1. ¹Department of Molecular Genetics and Biochemistry, University of Pittsburgh School of Medicine, Pittsburgh, PA, USA
2. ²Department of Neurosurgery, University of Pittsburgh School of Medicine, Pittsburgh, PA, USA
3. ³Department of Pathology, University of Pittsburgh School of Medicine, Pittsburgh, PA, USA
4. ⁴Department of Neurology, University of Pittsburgh School of Medicine, Pittsburgh, PA, USA

Correspondence: Dr JC Glorioso, Department of Molecular Genetics and Biochemistry, University of Pittsburgh School of Medicine, E1240 Biomedical Science Tower, Pittsburgh, PA 15261, USA

Received 28 April 2004; Accepted 11 June 2004; Published online 12 August 2004.

Abstract

Malignant glioma is a fatal human cancer in which surgery, chemo- and radiation therapies are ineffective. Therapeutic gene transfer used in combination with current treatment methods may augment their effectiveness with improved clinical outcome. We have shown that NUREL-C2, a replication-defective multigene HSV-based vector, is effective in treating animal models of glioma. Here, we report safety and biodistribution studies of NUREL-C2 using rhesus macaques as a model host. Increasing total doses (1 10⁷ to 1 10⁹ plaque forming units (PFU)) of NUREL-C2 were delivered into the cortex with concomitant delivery of ganciclovir (GCV). The animals were evaluated for changes in behavior, alterations in blood cell counts and chemistry. The results showed that animal behavior was generally unchanged, although the chronic intermediate dose animal became slightly ataxic on day 12 postinjection, a condition resolved by treatment with aspirin. The blood chemistries were unremarkable for all doses. At 4 days following vector injections, magnetic resonance imaging showed inflammatory changes at sites of vector injections concomitant with HSV-TK and TNF expression. The inflammatory response was reduced at 14 days, resolving by 1 month postinjection, a time point when transgene expression also became undetectable.

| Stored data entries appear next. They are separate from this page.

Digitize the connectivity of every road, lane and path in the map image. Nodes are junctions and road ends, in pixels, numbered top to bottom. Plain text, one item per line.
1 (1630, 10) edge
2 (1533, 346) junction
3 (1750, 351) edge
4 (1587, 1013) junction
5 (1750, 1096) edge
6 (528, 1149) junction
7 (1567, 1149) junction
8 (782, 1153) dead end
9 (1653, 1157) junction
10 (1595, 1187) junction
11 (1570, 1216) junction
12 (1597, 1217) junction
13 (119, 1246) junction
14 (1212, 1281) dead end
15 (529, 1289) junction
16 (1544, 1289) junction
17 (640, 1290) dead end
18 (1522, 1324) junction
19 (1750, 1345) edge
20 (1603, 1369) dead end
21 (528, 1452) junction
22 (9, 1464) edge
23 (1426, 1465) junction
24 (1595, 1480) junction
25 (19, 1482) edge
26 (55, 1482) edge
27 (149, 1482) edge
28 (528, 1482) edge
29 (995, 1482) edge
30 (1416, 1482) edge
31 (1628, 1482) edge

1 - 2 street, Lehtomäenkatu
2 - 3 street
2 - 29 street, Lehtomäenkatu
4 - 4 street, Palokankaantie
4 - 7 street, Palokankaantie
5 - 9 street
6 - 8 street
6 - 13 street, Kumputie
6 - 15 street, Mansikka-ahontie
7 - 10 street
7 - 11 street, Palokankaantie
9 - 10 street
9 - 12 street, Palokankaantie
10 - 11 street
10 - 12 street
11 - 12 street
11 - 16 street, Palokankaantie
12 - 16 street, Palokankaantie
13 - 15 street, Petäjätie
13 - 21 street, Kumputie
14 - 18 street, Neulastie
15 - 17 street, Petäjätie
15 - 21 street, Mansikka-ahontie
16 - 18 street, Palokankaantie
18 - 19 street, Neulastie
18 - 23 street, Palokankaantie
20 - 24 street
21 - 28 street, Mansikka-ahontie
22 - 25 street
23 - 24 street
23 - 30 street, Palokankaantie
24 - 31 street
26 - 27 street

Immunohistochemical staining following animal killing showed the presence of a diffuse low-grade gliosis with infiltrating macrophages localized to the injection site, which also resolved by 1 month postinoculation. Viral antigens were not detected and injected animals did not develop HSV-neutralizing antibodies. Biodistribution studies revealed that vector genomes remained at the site of injection and were not detected in other tissues including contralateral brain. We concluded that intracranial delivery of 1 10⁹ PFU NUREL-C2, the highest anticipated patient dose, was well tolerated and should be suitable for safety testing in humans.